**Exercise instructions**
Every line of the records that holds the word "note" should be copied out.

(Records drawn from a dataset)
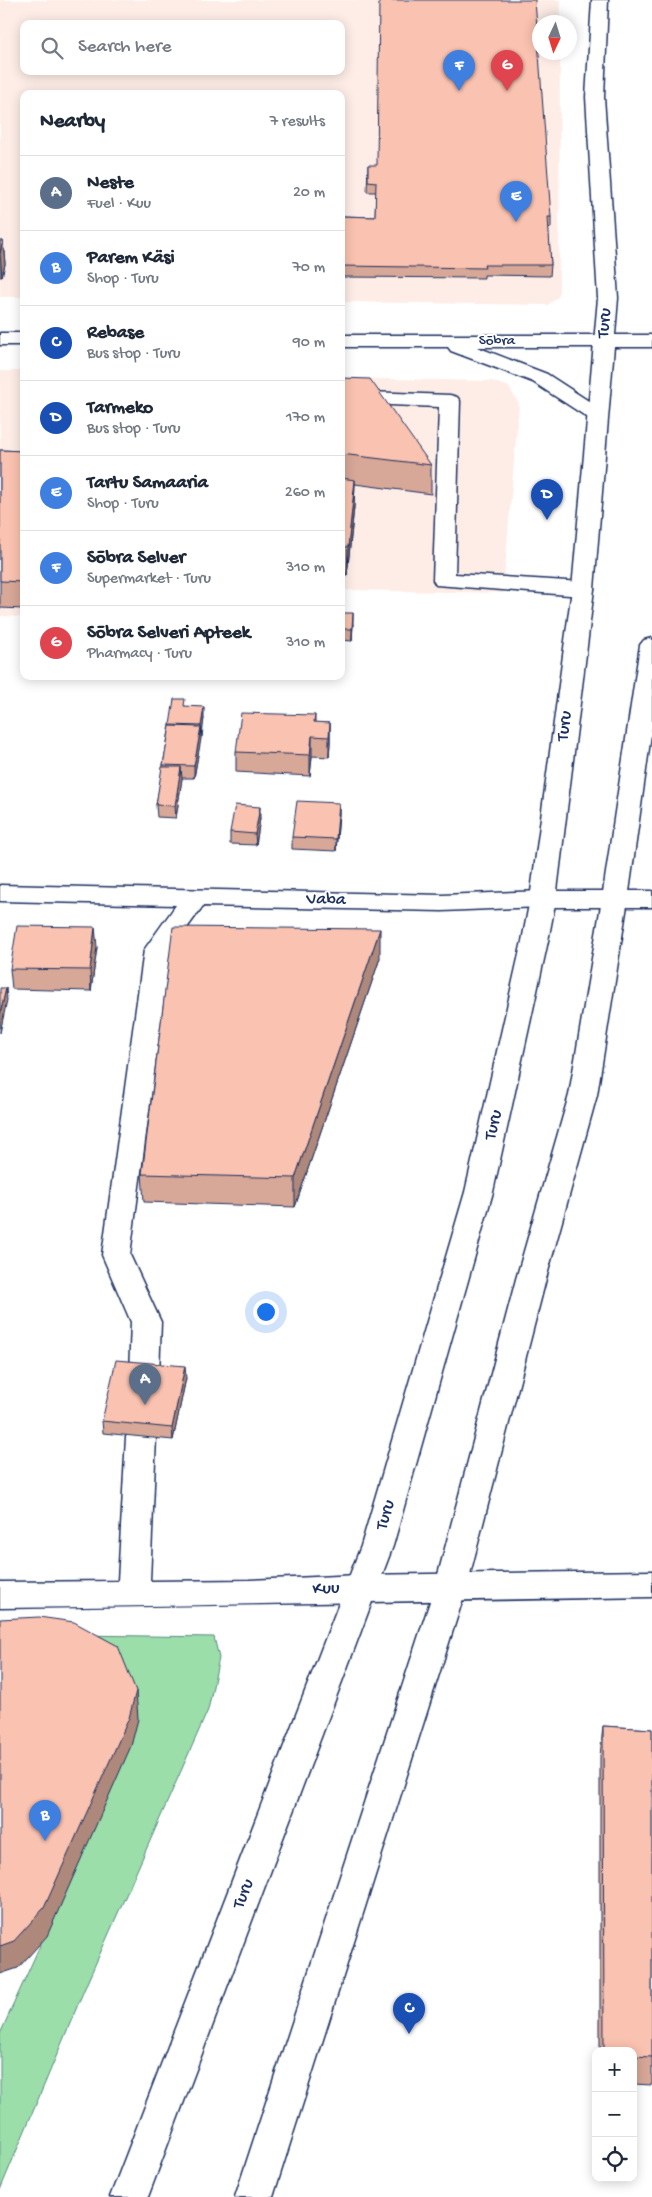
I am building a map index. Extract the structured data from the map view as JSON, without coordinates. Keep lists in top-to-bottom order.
{
  "streets": {
    "main road": [
      "Turu",
      "Sõbra",
      "Vaba",
      "Kuu"
    ]
  },
  "crossings": [
    ["Turu", "Sõbra"],
    ["Turu", "Vaba"],
    ["Turu", "Kuu"]
  ],
  "north": "bottom",
  "page": {
    "search": "Search here",
    "pins": [
      "F",
      "G",
      "E",
      "D",
      "A",
      "B",
      "C"
    ],
    "heading": ["Nearby", "7 results"],
    "list": [
      {
        "mark": "A",
        "name": "Neste",
        "note": "Fuel · Kuu",
        "value": "20 m"
      },
      {
        "mark": "B",
        "name": "Parem Käsi",
        "note": "Shop · Turu",
        "value": "70 m"
      },
      {
        "mark": "C",
        "name": "Rebase",
        "note": "Bus stop · Turu",
        "value": "90 m"
      },
      {
        "mark": "D",
        "name": "Tarmeko",
        "note": "Bus stop · Turu",
        "value": "170 m"
      },
      {
        "mark": "E",
        "name": "Tartu Samaaria",
        "note": "Shop · Turu",
        "value": "260 m"
      },
      {
        "mark": "F",
        "name": "Sõbra Selver",
        "note": "Supermarket · Turu",
        "value": "310 m"
      },
      {
        "mark": "G",
        "name": "Sõbra Selveri Apteek",
        "note": "Pharmacy · Turu",
        "value": "310 m"
      }
    ],
    "map_buttons": ["+", "−"]
  }
}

**Output of the task**
        "note": "Fuel · Kuu",
        "note": "Shop · Turu",
        "note": "Bus stop · Turu",
        "note": "Bus stop · Turu",
        "note": "Shop · Turu",
        "note": "Supermarket · Turu",
        "note": "Pharmacy · Turu",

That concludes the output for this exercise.